* EXERCISE
All lines in the records that carry the string "Include" are to be shown.

Stored data entries:
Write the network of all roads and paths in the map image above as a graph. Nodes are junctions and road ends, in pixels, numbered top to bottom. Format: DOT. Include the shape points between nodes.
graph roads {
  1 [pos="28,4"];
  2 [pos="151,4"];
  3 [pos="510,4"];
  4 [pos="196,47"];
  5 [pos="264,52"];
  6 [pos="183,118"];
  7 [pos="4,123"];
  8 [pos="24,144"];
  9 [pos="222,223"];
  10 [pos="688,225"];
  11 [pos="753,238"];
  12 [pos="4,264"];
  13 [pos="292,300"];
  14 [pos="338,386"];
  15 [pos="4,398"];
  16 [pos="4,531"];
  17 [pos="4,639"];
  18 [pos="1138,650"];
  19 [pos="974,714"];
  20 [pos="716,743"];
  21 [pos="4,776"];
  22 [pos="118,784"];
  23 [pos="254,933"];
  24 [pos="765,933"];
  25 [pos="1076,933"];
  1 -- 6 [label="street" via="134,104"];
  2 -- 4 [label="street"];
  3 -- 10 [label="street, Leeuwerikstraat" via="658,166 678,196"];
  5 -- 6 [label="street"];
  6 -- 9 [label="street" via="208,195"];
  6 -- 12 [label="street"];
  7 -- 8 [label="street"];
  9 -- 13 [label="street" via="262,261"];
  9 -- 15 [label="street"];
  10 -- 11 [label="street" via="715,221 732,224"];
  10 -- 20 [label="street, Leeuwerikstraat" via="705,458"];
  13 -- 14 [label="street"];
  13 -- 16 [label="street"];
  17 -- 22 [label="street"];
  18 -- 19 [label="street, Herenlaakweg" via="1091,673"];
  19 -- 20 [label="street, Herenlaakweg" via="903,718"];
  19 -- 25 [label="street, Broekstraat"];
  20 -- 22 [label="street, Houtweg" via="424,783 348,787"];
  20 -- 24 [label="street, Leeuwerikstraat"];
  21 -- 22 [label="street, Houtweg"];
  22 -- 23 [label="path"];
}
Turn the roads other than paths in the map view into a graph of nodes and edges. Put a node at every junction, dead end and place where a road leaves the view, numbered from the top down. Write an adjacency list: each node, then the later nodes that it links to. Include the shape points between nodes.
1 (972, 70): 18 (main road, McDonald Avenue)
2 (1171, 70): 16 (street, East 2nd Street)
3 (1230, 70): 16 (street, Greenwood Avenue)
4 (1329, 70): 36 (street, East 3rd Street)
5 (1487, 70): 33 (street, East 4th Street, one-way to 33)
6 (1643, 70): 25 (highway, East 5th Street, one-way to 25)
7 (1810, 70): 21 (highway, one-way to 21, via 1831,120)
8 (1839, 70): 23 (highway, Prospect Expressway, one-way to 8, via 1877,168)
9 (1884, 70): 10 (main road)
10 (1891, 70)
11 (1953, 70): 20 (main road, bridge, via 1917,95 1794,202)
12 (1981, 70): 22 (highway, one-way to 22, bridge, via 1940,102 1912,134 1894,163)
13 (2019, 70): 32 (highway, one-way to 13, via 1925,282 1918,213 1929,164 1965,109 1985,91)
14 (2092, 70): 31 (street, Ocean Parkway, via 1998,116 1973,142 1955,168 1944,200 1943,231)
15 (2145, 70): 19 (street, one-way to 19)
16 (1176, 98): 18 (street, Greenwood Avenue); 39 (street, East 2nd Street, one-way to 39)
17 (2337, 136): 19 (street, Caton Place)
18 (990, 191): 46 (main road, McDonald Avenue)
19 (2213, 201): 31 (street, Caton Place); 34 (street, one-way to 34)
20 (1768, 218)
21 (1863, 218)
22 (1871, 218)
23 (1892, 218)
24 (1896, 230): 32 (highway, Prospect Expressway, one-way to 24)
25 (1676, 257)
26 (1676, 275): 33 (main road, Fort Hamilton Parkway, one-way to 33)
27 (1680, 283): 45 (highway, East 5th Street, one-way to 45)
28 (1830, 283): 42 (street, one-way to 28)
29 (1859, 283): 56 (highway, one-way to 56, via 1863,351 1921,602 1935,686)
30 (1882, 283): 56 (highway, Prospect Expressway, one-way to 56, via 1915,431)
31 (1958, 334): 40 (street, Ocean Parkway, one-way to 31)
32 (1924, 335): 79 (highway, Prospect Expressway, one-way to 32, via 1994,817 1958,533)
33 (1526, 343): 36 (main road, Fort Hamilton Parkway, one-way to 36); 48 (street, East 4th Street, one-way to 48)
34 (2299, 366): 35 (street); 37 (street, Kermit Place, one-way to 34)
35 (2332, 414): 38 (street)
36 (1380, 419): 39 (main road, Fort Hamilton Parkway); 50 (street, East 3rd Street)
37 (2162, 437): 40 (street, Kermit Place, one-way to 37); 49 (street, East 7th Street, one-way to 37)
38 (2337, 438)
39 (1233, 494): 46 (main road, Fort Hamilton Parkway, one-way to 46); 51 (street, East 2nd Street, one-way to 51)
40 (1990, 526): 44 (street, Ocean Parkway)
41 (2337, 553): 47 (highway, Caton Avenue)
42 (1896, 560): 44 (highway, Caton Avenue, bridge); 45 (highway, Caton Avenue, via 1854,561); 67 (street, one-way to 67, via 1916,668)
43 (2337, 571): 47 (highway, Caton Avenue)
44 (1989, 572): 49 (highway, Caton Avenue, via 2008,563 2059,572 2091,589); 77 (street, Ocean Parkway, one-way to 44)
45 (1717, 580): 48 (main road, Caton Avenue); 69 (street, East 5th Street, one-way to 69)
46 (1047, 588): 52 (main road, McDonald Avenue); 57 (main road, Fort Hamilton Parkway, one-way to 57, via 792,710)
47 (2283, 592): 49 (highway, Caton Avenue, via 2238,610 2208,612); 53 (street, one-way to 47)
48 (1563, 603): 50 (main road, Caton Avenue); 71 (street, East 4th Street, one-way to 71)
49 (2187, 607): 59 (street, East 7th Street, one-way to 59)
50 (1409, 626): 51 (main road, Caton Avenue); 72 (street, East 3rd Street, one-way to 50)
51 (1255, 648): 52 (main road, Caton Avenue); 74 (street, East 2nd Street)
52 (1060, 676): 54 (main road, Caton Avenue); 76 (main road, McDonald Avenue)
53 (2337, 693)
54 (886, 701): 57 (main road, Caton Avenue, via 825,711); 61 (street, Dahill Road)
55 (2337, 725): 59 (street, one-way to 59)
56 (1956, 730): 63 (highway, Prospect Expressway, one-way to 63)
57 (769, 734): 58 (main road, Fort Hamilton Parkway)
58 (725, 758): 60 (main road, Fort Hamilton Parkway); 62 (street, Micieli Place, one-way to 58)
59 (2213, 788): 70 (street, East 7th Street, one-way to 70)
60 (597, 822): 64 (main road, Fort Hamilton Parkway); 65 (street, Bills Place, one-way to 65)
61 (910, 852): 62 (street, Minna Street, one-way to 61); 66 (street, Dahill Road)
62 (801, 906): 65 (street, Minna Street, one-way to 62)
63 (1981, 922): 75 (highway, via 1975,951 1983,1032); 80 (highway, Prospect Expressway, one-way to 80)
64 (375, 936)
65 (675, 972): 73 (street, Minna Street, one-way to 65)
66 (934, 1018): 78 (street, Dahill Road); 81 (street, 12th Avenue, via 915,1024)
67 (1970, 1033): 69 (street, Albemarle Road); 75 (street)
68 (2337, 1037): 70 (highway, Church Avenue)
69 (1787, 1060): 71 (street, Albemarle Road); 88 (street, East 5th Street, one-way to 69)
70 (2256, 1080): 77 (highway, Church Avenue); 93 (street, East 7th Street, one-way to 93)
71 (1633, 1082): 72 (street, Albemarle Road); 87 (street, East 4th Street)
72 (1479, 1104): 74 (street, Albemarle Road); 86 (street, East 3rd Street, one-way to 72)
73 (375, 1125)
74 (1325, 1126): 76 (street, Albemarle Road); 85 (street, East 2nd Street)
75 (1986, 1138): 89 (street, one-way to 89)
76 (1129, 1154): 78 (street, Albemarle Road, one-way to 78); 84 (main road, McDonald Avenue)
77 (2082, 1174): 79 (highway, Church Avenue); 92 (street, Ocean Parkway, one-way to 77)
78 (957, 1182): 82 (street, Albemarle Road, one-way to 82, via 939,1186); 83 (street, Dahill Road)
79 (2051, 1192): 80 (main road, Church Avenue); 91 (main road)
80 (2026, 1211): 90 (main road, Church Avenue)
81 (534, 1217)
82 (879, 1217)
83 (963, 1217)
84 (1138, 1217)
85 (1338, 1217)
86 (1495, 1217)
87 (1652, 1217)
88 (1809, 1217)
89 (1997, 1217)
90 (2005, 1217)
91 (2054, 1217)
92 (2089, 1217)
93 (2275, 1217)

* THE ANSWER
Write the network of all roads and paths in the map image above as a graph. Nodes are junctions and road ends, in pixels, numbered top to bottom. Format: DOT. Include the shape points between nodes.
Turn the roads other than paths in the map view into a graph of nodes and edges. Put a node at every junction, dead end and place where a road leaves the view, numbered from the top down. Write an adjacency list: each node, then the later nodes that it links to. Include the shape points between nodes.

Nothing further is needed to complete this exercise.